### WHAT TO DO
When the string "down" is part of a line below, that line should be copied.

(Dataset records)
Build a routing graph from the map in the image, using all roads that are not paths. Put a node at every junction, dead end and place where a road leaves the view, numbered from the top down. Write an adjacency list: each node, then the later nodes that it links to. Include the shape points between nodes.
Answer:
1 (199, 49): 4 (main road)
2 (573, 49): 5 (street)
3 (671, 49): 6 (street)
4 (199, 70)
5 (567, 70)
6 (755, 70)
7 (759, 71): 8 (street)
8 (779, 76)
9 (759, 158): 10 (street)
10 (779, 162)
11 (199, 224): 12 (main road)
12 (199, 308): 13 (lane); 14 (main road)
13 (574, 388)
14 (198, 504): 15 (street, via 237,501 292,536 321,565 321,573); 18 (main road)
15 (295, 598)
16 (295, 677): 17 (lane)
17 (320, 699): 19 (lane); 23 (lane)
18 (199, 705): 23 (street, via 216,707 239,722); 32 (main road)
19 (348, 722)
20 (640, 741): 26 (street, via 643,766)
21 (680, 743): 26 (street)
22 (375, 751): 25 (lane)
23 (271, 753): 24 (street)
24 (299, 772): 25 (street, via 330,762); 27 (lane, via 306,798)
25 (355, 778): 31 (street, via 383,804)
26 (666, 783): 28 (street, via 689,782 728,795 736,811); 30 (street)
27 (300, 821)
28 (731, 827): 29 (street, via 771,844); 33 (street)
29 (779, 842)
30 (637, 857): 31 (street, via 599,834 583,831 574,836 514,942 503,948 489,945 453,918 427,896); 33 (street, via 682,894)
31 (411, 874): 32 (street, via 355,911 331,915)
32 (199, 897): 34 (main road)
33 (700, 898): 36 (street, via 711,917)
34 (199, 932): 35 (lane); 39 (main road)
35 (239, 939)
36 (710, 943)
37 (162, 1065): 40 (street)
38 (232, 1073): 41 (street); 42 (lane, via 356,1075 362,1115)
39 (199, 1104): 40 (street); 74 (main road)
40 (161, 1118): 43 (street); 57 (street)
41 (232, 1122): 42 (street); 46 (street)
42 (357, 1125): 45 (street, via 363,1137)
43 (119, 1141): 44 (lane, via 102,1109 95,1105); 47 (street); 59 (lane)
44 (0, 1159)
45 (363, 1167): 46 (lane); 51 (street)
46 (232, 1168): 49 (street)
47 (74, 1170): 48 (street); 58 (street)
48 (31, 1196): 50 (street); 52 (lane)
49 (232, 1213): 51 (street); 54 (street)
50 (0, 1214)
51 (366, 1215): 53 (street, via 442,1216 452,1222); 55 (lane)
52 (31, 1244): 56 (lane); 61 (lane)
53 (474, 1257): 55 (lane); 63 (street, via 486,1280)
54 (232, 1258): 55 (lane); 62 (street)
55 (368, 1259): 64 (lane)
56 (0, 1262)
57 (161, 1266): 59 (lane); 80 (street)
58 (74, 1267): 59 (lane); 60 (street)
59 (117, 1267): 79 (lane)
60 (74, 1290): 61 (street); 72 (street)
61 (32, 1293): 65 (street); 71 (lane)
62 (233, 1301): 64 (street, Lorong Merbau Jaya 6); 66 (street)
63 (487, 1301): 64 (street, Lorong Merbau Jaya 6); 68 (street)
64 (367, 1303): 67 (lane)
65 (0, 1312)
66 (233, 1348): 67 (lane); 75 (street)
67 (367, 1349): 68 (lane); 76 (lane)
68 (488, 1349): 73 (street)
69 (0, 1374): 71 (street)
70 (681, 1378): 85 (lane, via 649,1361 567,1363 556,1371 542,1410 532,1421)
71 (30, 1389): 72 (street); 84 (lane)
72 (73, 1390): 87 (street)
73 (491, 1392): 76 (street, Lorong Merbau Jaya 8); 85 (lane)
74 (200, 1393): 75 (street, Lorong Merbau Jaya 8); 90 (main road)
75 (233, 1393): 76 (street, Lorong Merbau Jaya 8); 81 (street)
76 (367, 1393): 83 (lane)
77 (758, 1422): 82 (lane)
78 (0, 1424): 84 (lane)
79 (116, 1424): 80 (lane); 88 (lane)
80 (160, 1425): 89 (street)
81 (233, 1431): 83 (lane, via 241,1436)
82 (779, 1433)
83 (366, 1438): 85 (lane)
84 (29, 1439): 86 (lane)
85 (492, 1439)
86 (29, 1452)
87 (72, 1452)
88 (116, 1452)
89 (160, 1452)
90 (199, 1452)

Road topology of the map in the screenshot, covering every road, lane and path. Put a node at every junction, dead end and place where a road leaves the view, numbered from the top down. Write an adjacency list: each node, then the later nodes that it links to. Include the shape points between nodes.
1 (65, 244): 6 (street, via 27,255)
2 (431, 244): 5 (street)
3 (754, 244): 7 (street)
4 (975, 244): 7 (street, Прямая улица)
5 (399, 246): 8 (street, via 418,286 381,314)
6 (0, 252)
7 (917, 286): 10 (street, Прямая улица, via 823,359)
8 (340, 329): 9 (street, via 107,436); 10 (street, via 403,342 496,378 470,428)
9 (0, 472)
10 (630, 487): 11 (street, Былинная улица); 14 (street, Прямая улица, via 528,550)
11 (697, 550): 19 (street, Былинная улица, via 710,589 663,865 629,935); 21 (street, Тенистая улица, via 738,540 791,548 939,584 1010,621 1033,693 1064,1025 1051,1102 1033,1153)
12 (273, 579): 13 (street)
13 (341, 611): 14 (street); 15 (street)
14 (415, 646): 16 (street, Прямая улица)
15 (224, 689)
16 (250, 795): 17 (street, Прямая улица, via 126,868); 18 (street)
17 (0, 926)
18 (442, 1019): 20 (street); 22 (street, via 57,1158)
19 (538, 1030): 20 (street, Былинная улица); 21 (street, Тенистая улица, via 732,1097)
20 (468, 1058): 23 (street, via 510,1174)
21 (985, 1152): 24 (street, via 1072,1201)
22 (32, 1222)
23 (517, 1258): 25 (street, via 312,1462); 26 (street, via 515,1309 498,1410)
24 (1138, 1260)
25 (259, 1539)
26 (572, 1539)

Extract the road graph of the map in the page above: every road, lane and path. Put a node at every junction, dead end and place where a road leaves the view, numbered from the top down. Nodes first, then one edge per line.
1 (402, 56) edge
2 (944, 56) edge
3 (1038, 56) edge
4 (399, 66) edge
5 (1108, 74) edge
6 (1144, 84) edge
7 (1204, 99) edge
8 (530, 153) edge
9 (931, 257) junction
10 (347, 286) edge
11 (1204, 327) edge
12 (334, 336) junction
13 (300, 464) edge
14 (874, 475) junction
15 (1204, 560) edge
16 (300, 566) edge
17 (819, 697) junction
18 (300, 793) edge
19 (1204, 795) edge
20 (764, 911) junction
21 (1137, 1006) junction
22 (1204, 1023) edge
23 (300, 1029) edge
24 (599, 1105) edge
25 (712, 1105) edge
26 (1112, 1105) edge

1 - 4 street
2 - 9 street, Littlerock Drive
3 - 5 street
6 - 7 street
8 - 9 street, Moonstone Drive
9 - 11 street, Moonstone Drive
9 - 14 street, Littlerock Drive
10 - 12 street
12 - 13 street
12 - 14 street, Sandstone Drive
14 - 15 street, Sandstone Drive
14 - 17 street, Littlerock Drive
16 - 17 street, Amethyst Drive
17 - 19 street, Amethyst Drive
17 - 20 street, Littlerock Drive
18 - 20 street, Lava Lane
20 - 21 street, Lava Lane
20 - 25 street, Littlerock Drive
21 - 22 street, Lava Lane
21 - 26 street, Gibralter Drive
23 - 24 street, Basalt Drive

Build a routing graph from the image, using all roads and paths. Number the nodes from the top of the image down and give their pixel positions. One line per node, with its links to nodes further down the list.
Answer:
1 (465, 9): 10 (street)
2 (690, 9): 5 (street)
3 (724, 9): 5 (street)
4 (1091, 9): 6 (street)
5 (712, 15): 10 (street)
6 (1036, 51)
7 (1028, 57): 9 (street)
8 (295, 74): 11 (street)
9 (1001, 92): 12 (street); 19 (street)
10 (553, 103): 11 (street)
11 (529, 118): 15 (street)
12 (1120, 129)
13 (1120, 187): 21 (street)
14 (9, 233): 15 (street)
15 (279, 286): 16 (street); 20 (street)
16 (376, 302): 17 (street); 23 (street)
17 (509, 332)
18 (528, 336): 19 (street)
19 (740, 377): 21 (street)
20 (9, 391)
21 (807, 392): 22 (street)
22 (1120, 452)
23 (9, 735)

### TASK ANSWER
Build a routing graph from the map in the image, using all roads that are not paths. Put a node at every junction, dead end and place where a road leaves the view, numbered from the top down. Write an adjacency list: each node, then the later nodes that it links to. Include the shape points between nodes.
Road topology of the map in the screenshot, covering every road, lane and path. Put a node at every junction, dead end and place where a road leaves the view, numbered from the top down. Write an adjacency list: each node, then the later nodes that it links to. Include the shape points between nodes.
Extract the road graph of the map in the page above: every road, lane and path. Put a node at every junction, dead end and place where a road leaves the view, numbered from the top down. Nodes first, then one edge per line.
Build a routing graph from the image, using all roads and paths. Number the nodes from the top of the image down and give their pixel positions. One line per node, with its links to nodes further down the list.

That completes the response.